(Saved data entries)
===

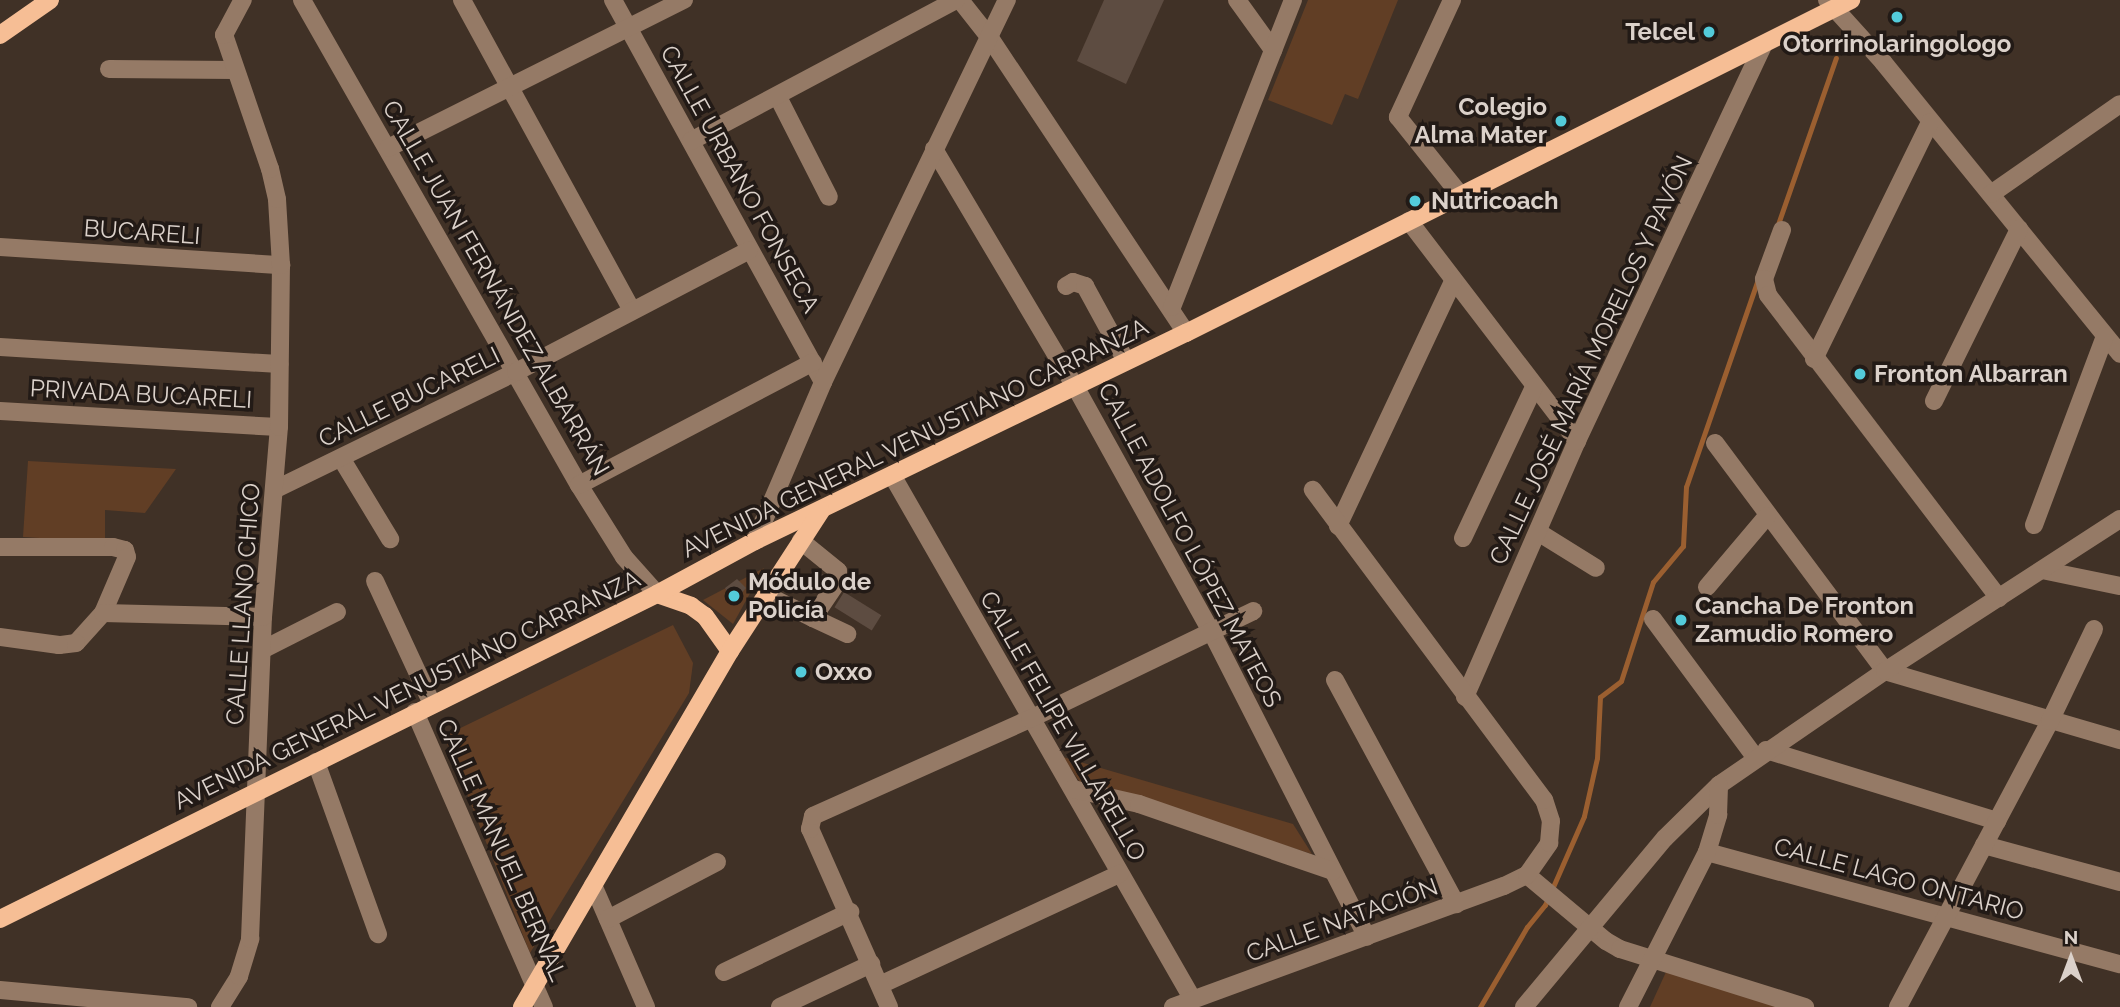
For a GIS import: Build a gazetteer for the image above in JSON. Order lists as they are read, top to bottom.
{
  "streets": {
    "main road": ["AVENIDA GENERAL VENUSTIANO CARRANZA"],
    "street": [
      "CALLE URBANO FONSECA",
      "BUCARELI",
      "CALLE JUAN FERNÁNDEZ ALBARRÁN",
      "CALLE JOSÉ MARÍA MORELOS Y PAVÓN",
      "PRIVADA BUCARELI",
      "CALLE BUCARELI",
      "CALLE ADOLFO LÓPEZ MATEOS",
      "CALLE LLANO CHICO",
      "CALLE FELIPE VILLARELLO",
      "CALLE MANUEL BERNAL",
      "CALLE LAGO ONTARIO",
      "CALLE NATACIÓN"
    ]
  },
  "crossings": [
    ["CALLE URBANO FONSECA", "CALLE BUCARELI"],
    ["BUCARELI", "CALLE LLANO CHICO"],
    ["CALLE JUAN FERNÁNDEZ ALBARRÁN", "CALLE BUCARELI"],
    ["CALLE JUAN FERNÁNDEZ ALBARRÁN", "AVENIDA GENERAL VENUSTIANO CARRANZA"],
    ["CALLE JOSÉ MARÍA MORELOS Y PAVÓN", "AVENIDA GENERAL VENUSTIANO CARRANZA"],
    ["PRIVADA BUCARELI", "CALLE LLANO CHICO"],
    ["CALLE BUCARELI", "CALLE LLANO CHICO"],
    ["AVENIDA GENERAL VENUSTIANO CARRANZA", "CALLE ADOLFO LÓPEZ MATEOS"],
    ["AVENIDA GENERAL VENUSTIANO CARRANZA", "CALLE LLANO CHICO"],
    ["AVENIDA GENERAL VENUSTIANO CARRANZA", "CALLE FELIPE VILLARELLO"],
    ["AVENIDA GENERAL VENUSTIANO CARRANZA", "CALLE MANUEL BERNAL"],
    ["CALLE ADOLFO LÓPEZ MATEOS", "CALLE NATACIÓN"],
    ["CALLE FELIPE VILLARELLO", "CALLE NATACIÓN"]
  ],
  "places": [
    "Otorrinolaringologo",
    "Telcel",
    "Colegio Alma Mater",
    "Nutricoach",
    "Fronton Albarran",
    "Módulo de Policía",
    "Cancha De Fronton Zamudio Romero",
    "Oxxo"
  ],
  "north": "top"
}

===

## What the exercise asks
Provide only the number of lines in the entries that hold the word "CARRANZA".

## Task solution
7